The flight school I usually rent from is under the shelf of class C airspace. If you're going out to a practice area, the standard procedure is to contact approach control and get a squawk code, so they can better coordinate traffic. However, it's not required, since the practice areas are outside the class C.
At the moment, none of the school's planes have transponders*. One of the instructors said not to contact approach for now, because without a transponder, they wouldn't be able to do anything anyway and it'd just annoy them. On the other hand, during my last practice flight, I heard** them vector an aircraft around some unknown other aircraft. I suspect the unknown aircraft was me, which made me think that it would be better to talk to them after all. That way, I could (for instance) tell them my altitude, and they wouldn't have to vector an aircraft that was (say) 5,000 feet above me. But, back on the first hand, if I'm just a primary contact, they have no way of knowing which blip is talking to them, so maybe they'd have to vector the traffic anyway.
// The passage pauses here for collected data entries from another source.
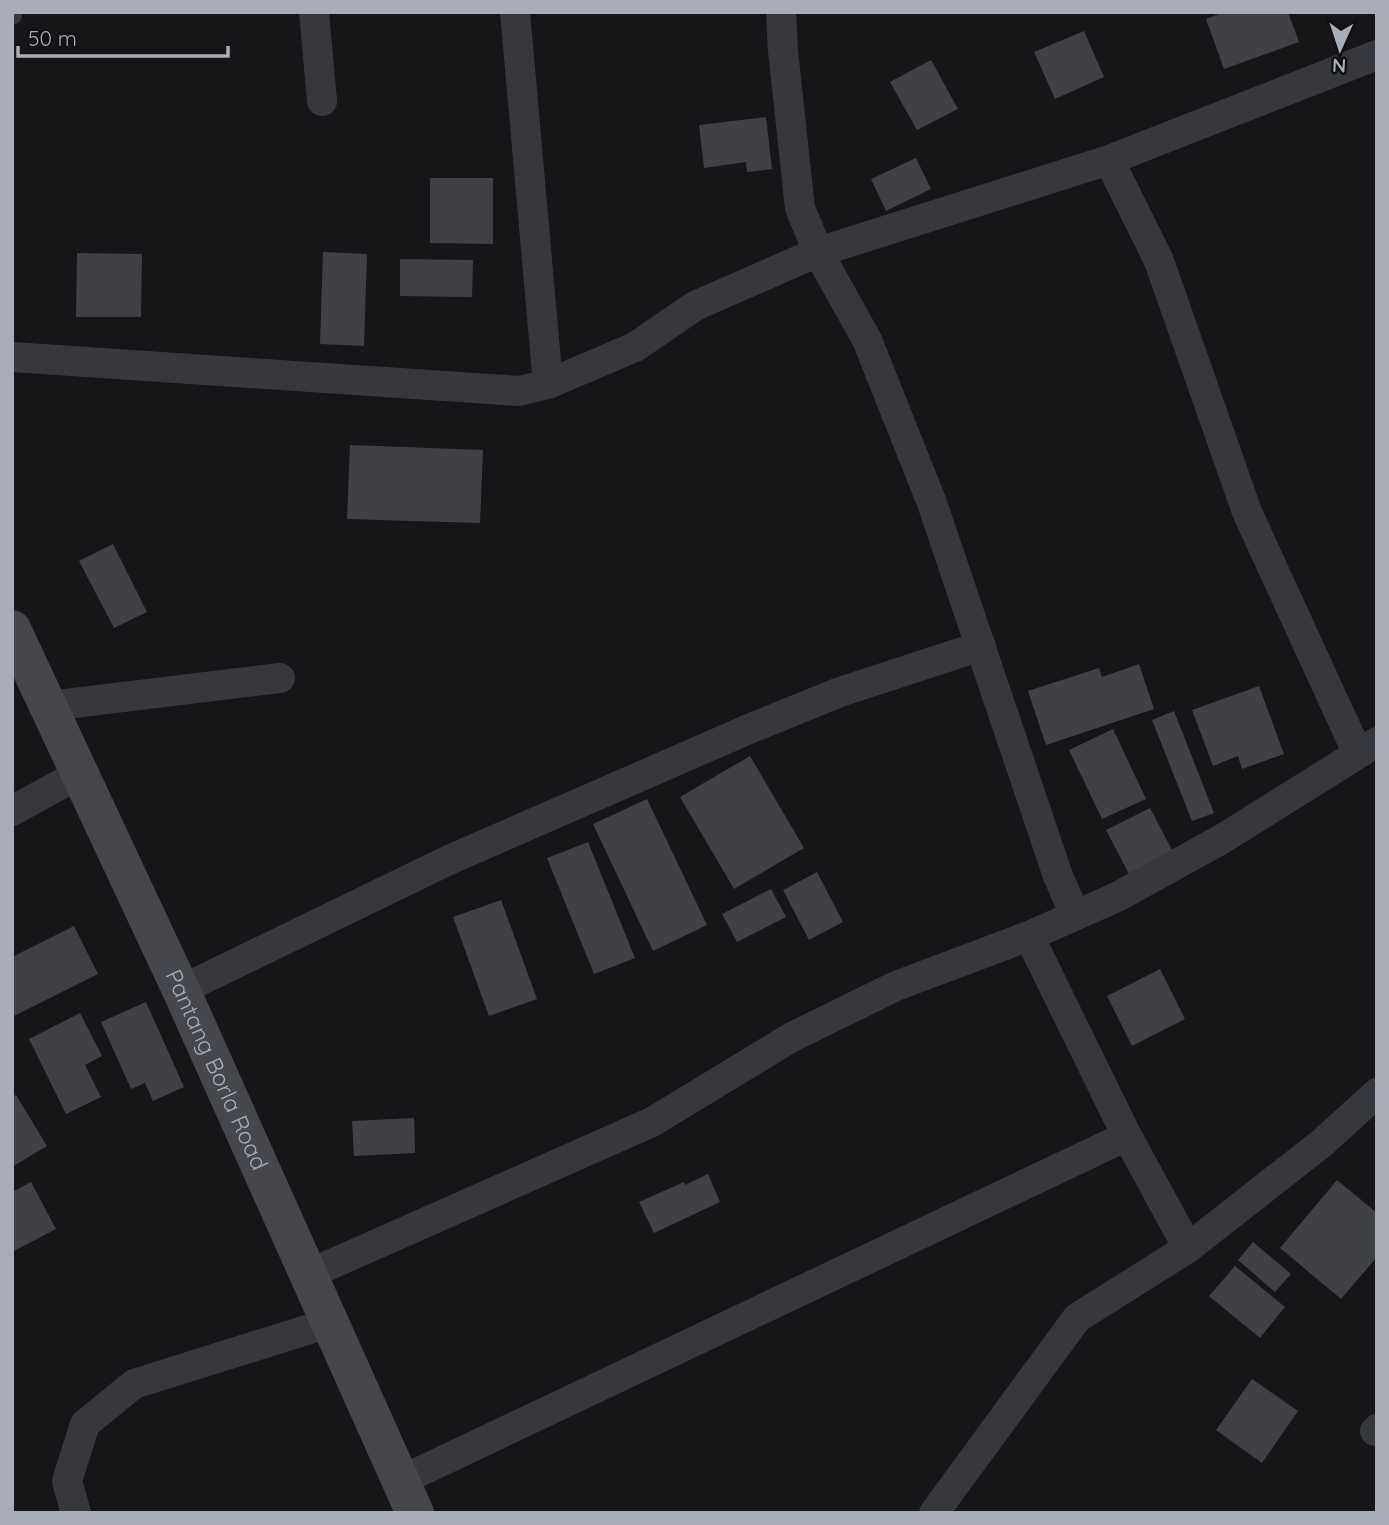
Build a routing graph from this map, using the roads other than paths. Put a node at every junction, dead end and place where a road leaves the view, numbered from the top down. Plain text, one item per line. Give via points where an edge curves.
1 (314, 12) edge
2 (515, 12) edge
3 (781, 12) edge
4 (1377, 55) edge
5 (322, 101) dead end
6 (1108, 160) junction
7 (818, 253) junction
8 (12, 357) edge
9 (548, 384) junction
10 (12, 629) edge
11 (981, 646) junction
12 (280, 678) dead end
13 (49, 706) junction
14 (1368, 748) edge
15 (81, 773) junction
16 (12, 811) edge
17 (1075, 915) junction
18 (1029, 936) junction
19 (181, 990) junction
20 (1377, 1093) edge
21 (1127, 1136) junction
22 (1188, 1248) junction
23 (307, 1275) junction
24 (329, 1323) junction
25 (408, 1497) edge
26 (76, 1513) edge
27 (934, 1513) edge

1 - 5 street
2 - 9 street
3 - 7 street via 800,208
4 - 6 street
6 - 7 street
6 - 14 street via 1159,261 1247,512
7 - 9 street via 695,306 635,347
7 - 11 street via 867,340 932,503
8 - 9 street via 519,391
10 - 13 street, Pantang Borla Road
11 - 17 street
11 - 19 street via 840,692 750,729 451,859
12 - 13 street
13 - 15 street, Pantang Borla Road
14 - 17 street via 1222,839
15 - 16 street
15 - 19 street, Pantang Borla Road
17 - 18 street
18 - 21 street
18 - 23 street via 896,986 792,1037 652,1122
19 - 23 street, Pantang Borla Road
20 - 22 street via 1322,1143
21 - 22 street
21 - 25 street
22 - 27 street via 1077,1318
23 - 24 street, Pantang Borla Road
24 - 25 street, Pantang Borla Road
24 - 26 street via 134,1384 85,1424 67,1481

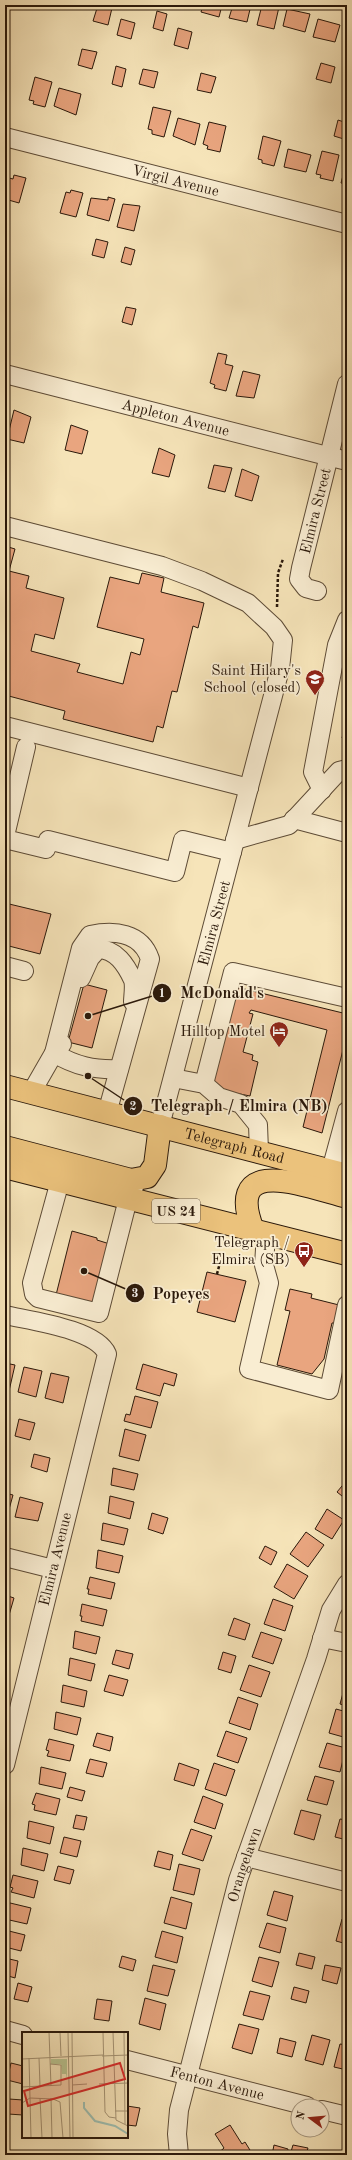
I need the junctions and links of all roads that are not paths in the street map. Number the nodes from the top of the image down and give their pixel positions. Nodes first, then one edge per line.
1 (5, 137) edge
2 (347, 224) edge
3 (5, 374) edge
4 (347, 384) edge
5 (329, 456) junction
6 (347, 461) edge
7 (5, 526) edge
8 (317, 591) dead end
9 (347, 620) edge
10 (5, 726) edge
11 (26, 747) dead end
12 (347, 769) edge
13 (249, 788) junction
14 (322, 790) junction
15 (294, 819) junction
16 (347, 833) edge
17 (5, 837) edge
18 (234, 846) junction
19 (5, 966) edge
20 (24, 971) dead end
21 (347, 998) edge
22 (134, 1017) junction
23 (54, 1053) junction
24 (119, 1070) junction
25 (173, 1078) junction
26 (204, 1084) junction
27 (5, 1086) edge
28 (31, 1093) junction
29 (347, 1111) edge
30 (107, 1113) junction
31 (160, 1126) junction
32 (5, 1147) edge
33 (259, 1151) junction
34 (5, 1167) edge
35 (339, 1172) edge
36 (139, 1178) junction
37 (60, 1181) junction
38 (347, 1197) edge
39 (128, 1199) junction
40 (260, 1232) junction
41 (347, 1254) edge
42 (347, 1305) edge
43 (5, 1315) edge
44 (5, 1557) edge
45 (52, 1569) junction
46 (347, 1584) edge
47 (322, 1638) junction
48 (347, 1643) edge
49 (5, 1765) edge
50 (246, 1857) junction
51 (347, 1882) edge
52 (5, 2030) edge
53 (22, 2035) edge
54 (128, 2060) edge
55 (187, 2074) junction
56 (290, 2101) edge
57 (330, 2112) edge
58 (347, 2116) edge
59 (179, 2155) edge

1 - 2 street, Virgil Avenue
3 - 5 street, Appleton Avenue
4 - 5 street, Elmira Street
5 - 6 street, Appleton Avenue
5 - 8 street, Elmira Street
7 - 13 street, Elmira Street
9 - 14 street
10 - 13 street
11 - 17 street
12 - 14 street
13 - 18 street, Elmira Street
14 - 15 street
15 - 16 street
15 - 18 street
17 - 18 street
18 - 25 street, Elmira Street
19 - 20 street
21 - 26 street
22 - 23 street
22 - 23 street
22 - 24 street
23 - 24 street
23 - 28 street
24 - 30 street
25 - 26 street
25 - 31 street, Elmira Street
26 - 33 street
27 - 28 main road, Telegraph Road
28 - 30 main road, Telegraph Road
29 - 35 street
30 - 31 main road, Telegraph Road
31 - 33 main road, Telegraph Road
31 - 36 main road
32 - 36 main road
33 - 35 main road, Telegraph Road
34 - 37 main road, US 24
36 - 39 street
37 - 39 main road, US 24
37 - 39 street
38 - 40 main road
39 - 40 main road, US 24
40 - 41 main road, US 24
40 - 42 street
43 - 45 street, Elmira Avenue
44 - 45 street
45 - 49 street, Elmira Avenue
46 - 47 street, Orangelawn
47 - 48 street
47 - 50 street, Orangelawn
50 - 51 street
50 - 55 street, Orangelawn
52 - 53 street
54 - 55 street, Fenton Avenue
55 - 56 street, Fenton Avenue
55 - 59 street, Orangelawn
57 - 58 street

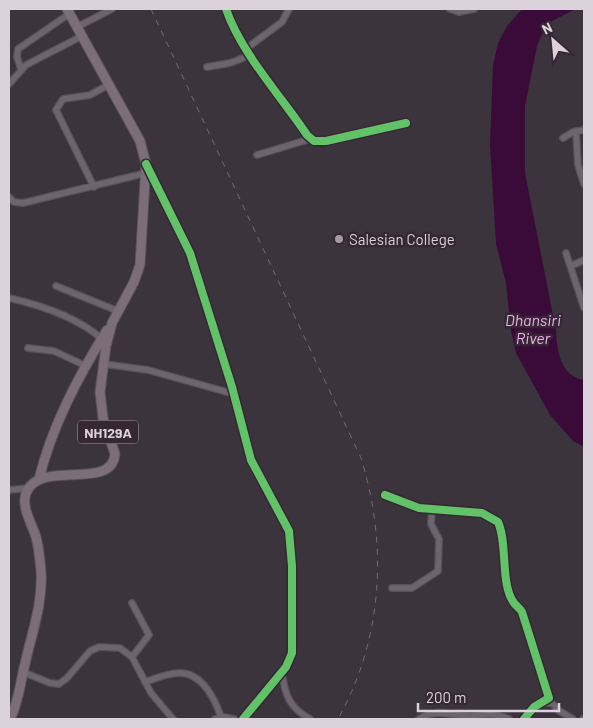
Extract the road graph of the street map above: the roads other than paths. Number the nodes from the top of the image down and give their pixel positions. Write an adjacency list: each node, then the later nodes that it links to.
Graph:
1 (112, 9): 7 (street)
2 (226, 9): 9 (street)
3 (290, 9): 9 (street)
4 (450, 9): 5 (street)
5 (474, 9)
6 (68, 11): 7 (highway, NH129A); 12 (street)
7 (77, 27): 8 (highway, NH129A)
8 (82, 36): 12 (street); 14 (highway, NH129A)
9 (247, 48): 10 (street)
10 (251, 55): 11 (street); 19 (street)
11 (207, 68)
12 (21, 69): 13 (street)
13 (9, 84)
14 (110, 84): 21 (highway, NH129A); 23 (street)
15 (406, 123): 19 (street)
16 (584, 130): 17 (street)
17 (576, 131): 18 (street); 22 (street)
18 (563, 138)
19 (310, 139): 20 (street)
20 (257, 155)
21 (146, 168): 23 (street); 31 (highway, NH129A); 37 (street)
22 (584, 184)
23 (94, 187): 24 (street)
24 (9, 197)
25 (566, 253): 27 (street)
26 (584, 260): 27 (street)
27 (572, 266): 30 (street)
28 (56, 286): 31 (street)
29 (9, 298): 33 (street)
30 (584, 308)
31 (118, 311): 32 (highway, NH129A)
32 (112, 323): 33 (highway, NH129A); 35 (highway, NH129A)
33 (102, 339): 36 (highway, NH129A)
34 (28, 348): 36 (street)
35 (104, 364): 37 (street); 38 (highway, NH129A)
36 (86, 366): 38 (highway, NH129A)
37 (234, 394): 47 (street)
38 (39, 479): 39 (highway)
39 (29, 488): 40 (street); 46 (highway)
40 (9, 490)
41 (385, 495): 42 (street)
42 (432, 510): 43 (street); 49 (street)
43 (392, 588)
44 (132, 603): 45 (street)
45 (132, 657): 46 (street); 48 (street)
46 (23, 672): 51 (highway)
47 (282, 673): 54 (street); 55 (street)
48 (145, 682): 50 (street); 52 (street)
49 (543, 703): 58 (street); 59 (street)
50 (218, 718): 53 (street)
51 (10, 719)
52 (174, 719)
53 (234, 719)
54 (243, 719)
55 (310, 719)
56 (419, 719): 57 (street)
57 (509, 719)
58 (524, 719)
59 (573, 719)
So, in that situation, is it better to contact ATC or not?
* Since this came so soon after the switch to ADS-B, and since it affects all aircraft at the flight school, I rather strongly suspect that they just got a bad batch of ADS-B transponders and had to send them back. That's just my theory, though, I don't know for sure one way or the other.
** I tuned in the approach frequency, even though I didn't contact them.